The data is to be repeated exactly, with the images removed.

BEGIN Provided records

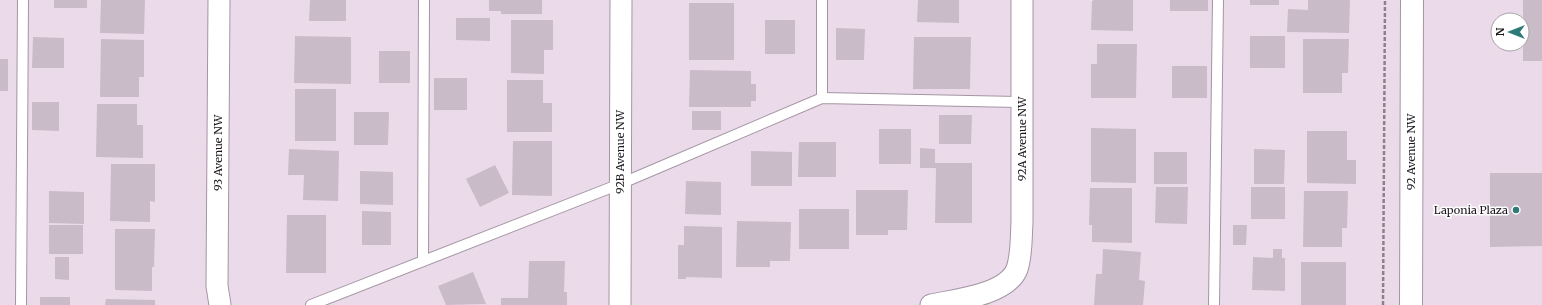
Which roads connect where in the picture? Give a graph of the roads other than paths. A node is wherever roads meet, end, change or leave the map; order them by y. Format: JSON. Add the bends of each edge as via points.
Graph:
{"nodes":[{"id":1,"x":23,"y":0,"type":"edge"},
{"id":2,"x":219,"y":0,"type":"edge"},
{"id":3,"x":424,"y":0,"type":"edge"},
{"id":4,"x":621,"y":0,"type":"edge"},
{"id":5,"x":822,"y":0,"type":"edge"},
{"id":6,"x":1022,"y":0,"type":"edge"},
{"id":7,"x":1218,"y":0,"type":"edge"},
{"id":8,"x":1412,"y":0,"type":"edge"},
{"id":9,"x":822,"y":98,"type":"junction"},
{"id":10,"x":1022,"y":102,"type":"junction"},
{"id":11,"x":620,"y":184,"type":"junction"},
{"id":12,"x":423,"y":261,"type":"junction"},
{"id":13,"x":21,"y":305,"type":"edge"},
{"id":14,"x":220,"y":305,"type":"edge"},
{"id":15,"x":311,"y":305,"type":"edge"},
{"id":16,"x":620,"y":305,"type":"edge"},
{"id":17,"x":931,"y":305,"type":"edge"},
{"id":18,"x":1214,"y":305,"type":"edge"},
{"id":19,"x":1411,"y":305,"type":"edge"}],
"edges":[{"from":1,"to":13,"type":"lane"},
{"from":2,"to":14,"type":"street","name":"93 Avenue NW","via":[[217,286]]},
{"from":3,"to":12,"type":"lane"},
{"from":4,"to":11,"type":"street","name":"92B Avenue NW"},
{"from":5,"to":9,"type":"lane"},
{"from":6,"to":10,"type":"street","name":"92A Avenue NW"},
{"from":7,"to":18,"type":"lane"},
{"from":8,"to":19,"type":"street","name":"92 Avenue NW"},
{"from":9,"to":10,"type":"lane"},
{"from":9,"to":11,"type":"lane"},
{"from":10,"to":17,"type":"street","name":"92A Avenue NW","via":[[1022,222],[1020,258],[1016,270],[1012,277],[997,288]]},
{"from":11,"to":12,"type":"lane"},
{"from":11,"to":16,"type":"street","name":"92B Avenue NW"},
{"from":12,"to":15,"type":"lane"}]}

END Provided records

-- Task response --
Which roads connect where in the picture? Give a graph of the roads other than paths. A node is wherever roads meet, end, change or leave the map; order them by y. Format: JSON. Add the bends of each edge as via points.
Graph:
{"nodes":[{"id":1,"x":23,"y":0,"type":"edge"},
{"id":2,"x":219,"y":0,"type":"edge"},
{"id":3,"x":424,"y":0,"type":"edge"},
{"id":4,"x":621,"y":0,"type":"edge"},
{"id":5,"x":822,"y":0,"type":"edge"},
{"id":6,"x":1022,"y":0,"type":"edge"},
{"id":7,"x":1218,"y":0,"type":"edge"},
{"id":8,"x":1412,"y":0,"type":"edge"},
{"id":9,"x":822,"y":98,"type":"junction"},
{"id":10,"x":1022,"y":102,"type":"junction"},
{"id":11,"x":620,"y":184,"type":"junction"},
{"id":12,"x":423,"y":261,"type":"junction"},
{"id":13,"x":21,"y":305,"type":"edge"},
{"id":14,"x":220,"y":305,"type":"edge"},
{"id":15,"x":311,"y":305,"type":"edge"},
{"id":16,"x":620,"y":305,"type":"edge"},
{"id":17,"x":931,"y":305,"type":"edge"},
{"id":18,"x":1214,"y":305,"type":"edge"},
{"id":19,"x":1411,"y":305,"type":"edge"}],
"edges":[{"from":1,"to":13,"type":"lane"},
{"from":2,"to":14,"type":"street","name":"93 Avenue NW","via":[[217,286]]},
{"from":3,"to":12,"type":"lane"},
{"from":4,"to":11,"type":"street","name":"92B Avenue NW"},
{"from":5,"to":9,"type":"lane"},
{"from":6,"to":10,"type":"street","name":"92A Avenue NW"},
{"from":7,"to":18,"type":"lane"},
{"from":8,"to":19,"type":"street","name":"92 Avenue NW"},
{"from":9,"to":10,"type":"lane"},
{"from":9,"to":11,"type":"lane"},
{"from":10,"to":17,"type":"street","name":"92A Avenue NW","via":[[1022,222],[1020,258],[1016,270],[1012,277],[997,288]]},
{"from":11,"to":12,"type":"lane"},
{"from":11,"to":16,"type":"street","name":"92B Avenue NW"},
{"from":12,"to":15,"type":"lane"}]}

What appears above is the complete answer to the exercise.